[[ Task material open ]]

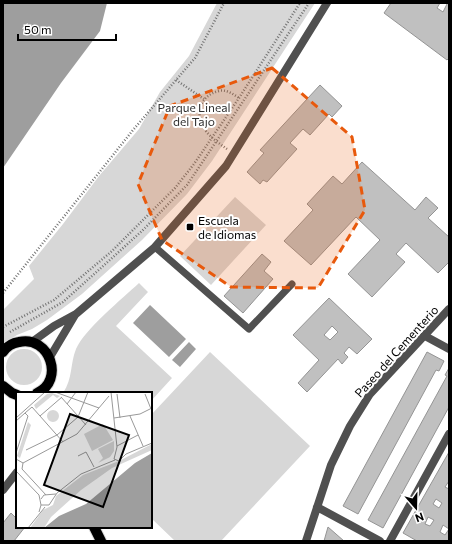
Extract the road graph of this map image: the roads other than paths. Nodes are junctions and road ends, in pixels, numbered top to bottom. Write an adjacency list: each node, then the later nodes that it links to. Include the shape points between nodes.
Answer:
1 (328, 3): 2 (street, via 226,166)
2 (155, 247): 3 (lane, via 249,329); 5 (street)
3 (292, 284)
4 (449, 309): 6 (street, Paseo del Cementerio)
5 (76, 314): 7 (street); 10 (street)
6 (425, 336): 8 (street); 17 (street, Paseo del Cementerio, via 370,394 350,426 331,465)
7 (32, 342): 9 (main road, via 13,343); 10 (main road, via 43,348)
8 (449, 349)
9 (3, 352)
10 (50, 357): 12 (main road, via 52,373 48,383)
11 (3, 386): 13 (main road)
12 (39, 392)
13 (11, 395)
14 (449, 434): 22 (street)
15 (16, 473): 16 (street)
16 (3, 490)
17 (317, 507): 20 (street, Paseo del Cementerio); 21 (street)
18 (94, 528): 19 (main road)
19 (101, 541)
20 (306, 541)
21 (380, 541)
22 (390, 541)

[[ Task material closed ]]

## [What to produce]
What is needed is an exact transcription of every entry, minus the pictures.

## [Expected answer]
Extract the road graph of this map image: the roads other than paths. Nodes are junctions and road ends, in pixels, numbered top to bottom. Write an adjacency list: each node, then the later nodes that it links to. Include the shape points between nodes.
Answer:
1 (328, 3): 2 (street, via 226,166)
2 (155, 247): 3 (lane, via 249,329); 5 (street)
3 (292, 284)
4 (449, 309): 6 (street, Paseo del Cementerio)
5 (76, 314): 7 (street); 10 (street)
6 (425, 336): 8 (street); 17 (street, Paseo del Cementerio, via 370,394 350,426 331,465)
7 (32, 342): 9 (main road, via 13,343); 10 (main road, via 43,348)
8 (449, 349)
9 (3, 352)
10 (50, 357): 12 (main road, via 52,373 48,383)
11 (3, 386): 13 (main road)
12 (39, 392)
13 (11, 395)
14 (449, 434): 22 (street)
15 (16, 473): 16 (street)
16 (3, 490)
17 (317, 507): 20 (street, Paseo del Cementerio); 21 (street)
18 (94, 528): 19 (main road)
19 (101, 541)
20 (306, 541)
21 (380, 541)
22 (390, 541)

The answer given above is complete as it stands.